- RECORDS FOR THIS EXERCISE:
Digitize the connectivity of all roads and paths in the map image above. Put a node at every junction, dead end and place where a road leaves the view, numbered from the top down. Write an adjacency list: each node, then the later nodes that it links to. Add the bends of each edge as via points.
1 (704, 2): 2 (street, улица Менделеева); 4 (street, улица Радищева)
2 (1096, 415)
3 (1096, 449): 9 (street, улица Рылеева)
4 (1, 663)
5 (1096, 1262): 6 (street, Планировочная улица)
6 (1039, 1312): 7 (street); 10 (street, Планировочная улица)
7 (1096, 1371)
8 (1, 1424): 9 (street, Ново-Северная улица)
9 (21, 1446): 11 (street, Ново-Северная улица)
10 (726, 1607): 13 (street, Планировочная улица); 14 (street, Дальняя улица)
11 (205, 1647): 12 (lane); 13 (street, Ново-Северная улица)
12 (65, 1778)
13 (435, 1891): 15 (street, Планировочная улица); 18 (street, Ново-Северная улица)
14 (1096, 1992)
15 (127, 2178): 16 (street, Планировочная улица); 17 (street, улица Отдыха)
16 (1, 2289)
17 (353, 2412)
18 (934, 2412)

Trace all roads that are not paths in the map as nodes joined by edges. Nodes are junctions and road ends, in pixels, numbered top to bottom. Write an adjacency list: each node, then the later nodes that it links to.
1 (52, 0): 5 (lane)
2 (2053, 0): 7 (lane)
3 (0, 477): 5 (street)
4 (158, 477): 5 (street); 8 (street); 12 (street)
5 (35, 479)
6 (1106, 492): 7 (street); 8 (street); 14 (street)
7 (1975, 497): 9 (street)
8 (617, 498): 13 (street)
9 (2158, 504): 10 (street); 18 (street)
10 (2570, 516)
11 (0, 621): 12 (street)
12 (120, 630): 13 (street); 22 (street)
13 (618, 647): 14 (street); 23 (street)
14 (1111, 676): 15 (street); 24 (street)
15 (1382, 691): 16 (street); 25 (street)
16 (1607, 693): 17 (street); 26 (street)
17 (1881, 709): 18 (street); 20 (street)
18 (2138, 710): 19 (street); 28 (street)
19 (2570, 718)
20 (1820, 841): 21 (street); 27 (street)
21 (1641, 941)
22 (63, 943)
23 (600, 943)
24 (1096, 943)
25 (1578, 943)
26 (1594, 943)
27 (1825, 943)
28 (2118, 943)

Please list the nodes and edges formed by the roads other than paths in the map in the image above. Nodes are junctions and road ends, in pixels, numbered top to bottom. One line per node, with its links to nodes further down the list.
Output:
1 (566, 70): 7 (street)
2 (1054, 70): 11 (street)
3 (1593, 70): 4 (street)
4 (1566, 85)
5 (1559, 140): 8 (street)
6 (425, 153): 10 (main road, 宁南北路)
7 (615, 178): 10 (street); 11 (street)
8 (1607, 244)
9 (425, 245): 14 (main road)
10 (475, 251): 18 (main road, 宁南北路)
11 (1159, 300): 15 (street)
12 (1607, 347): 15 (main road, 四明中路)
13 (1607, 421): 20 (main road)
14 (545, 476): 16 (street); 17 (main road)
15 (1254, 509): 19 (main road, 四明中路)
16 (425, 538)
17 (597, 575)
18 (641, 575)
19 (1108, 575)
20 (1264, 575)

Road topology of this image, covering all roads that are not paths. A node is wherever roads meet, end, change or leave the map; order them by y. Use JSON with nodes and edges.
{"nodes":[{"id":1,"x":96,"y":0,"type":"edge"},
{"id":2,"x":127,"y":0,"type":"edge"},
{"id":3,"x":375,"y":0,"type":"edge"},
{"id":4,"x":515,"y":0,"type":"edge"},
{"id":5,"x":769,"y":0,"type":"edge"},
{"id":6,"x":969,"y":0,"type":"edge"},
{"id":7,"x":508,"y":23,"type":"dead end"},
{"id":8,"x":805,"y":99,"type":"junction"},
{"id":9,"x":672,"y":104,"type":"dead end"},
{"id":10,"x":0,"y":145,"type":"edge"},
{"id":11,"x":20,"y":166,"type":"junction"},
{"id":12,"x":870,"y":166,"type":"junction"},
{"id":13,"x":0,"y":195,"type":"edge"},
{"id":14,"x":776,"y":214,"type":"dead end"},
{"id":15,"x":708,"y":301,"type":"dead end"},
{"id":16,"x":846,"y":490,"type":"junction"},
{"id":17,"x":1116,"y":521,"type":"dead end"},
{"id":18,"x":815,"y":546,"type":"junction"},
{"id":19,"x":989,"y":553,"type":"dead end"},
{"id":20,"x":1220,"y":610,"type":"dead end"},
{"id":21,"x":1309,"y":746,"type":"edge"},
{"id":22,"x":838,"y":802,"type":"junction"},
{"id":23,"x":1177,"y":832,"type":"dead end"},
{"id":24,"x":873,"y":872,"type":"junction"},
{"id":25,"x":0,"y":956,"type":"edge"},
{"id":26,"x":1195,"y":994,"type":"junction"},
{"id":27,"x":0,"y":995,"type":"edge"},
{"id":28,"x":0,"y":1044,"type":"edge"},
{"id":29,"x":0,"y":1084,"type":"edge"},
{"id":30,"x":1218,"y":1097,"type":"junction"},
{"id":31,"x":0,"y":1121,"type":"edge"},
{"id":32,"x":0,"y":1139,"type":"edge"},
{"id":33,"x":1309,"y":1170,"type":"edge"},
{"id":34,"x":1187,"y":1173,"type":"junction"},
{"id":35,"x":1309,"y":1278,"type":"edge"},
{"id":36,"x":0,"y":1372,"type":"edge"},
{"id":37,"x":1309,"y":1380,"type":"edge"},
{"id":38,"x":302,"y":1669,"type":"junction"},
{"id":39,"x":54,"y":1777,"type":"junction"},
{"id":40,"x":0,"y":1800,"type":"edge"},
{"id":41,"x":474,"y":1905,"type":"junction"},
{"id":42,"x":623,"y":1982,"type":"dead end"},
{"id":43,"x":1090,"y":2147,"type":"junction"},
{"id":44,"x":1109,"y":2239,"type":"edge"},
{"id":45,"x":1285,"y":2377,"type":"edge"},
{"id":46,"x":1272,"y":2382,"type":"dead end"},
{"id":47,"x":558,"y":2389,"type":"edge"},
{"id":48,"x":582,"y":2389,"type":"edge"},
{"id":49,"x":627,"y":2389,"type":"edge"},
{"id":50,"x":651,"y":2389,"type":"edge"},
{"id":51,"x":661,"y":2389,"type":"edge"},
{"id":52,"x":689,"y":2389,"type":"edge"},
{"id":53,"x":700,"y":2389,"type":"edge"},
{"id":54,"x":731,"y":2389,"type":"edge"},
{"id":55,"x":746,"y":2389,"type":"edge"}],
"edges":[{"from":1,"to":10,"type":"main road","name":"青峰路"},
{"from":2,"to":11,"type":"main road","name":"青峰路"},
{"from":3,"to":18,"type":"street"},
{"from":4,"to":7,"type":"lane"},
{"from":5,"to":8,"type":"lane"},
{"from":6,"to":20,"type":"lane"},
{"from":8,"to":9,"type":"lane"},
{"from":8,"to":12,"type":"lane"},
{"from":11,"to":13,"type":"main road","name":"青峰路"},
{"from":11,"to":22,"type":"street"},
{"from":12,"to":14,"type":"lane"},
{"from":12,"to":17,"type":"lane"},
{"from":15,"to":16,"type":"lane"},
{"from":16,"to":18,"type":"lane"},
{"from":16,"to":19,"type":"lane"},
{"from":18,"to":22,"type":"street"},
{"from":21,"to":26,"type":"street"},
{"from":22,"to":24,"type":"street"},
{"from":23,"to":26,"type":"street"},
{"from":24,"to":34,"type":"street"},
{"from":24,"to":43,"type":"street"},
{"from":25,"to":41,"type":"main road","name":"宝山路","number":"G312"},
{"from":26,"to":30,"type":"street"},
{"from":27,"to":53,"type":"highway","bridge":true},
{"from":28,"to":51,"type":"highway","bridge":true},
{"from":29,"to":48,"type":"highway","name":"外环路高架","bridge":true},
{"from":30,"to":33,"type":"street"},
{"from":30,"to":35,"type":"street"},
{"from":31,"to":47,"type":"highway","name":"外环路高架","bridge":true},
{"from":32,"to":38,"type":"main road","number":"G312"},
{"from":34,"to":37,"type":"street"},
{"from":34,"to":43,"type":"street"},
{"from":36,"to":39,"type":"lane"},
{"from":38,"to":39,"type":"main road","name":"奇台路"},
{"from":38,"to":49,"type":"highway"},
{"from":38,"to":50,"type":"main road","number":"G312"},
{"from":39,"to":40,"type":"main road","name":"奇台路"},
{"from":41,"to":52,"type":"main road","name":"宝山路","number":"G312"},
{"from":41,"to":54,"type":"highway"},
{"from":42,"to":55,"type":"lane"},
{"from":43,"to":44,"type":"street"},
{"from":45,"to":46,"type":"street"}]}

- WHAT NEEDS TO BE DONE:
Work out how many lines of the material contain "Write". Reply with that number only.

- WORKED SOLUTION:
2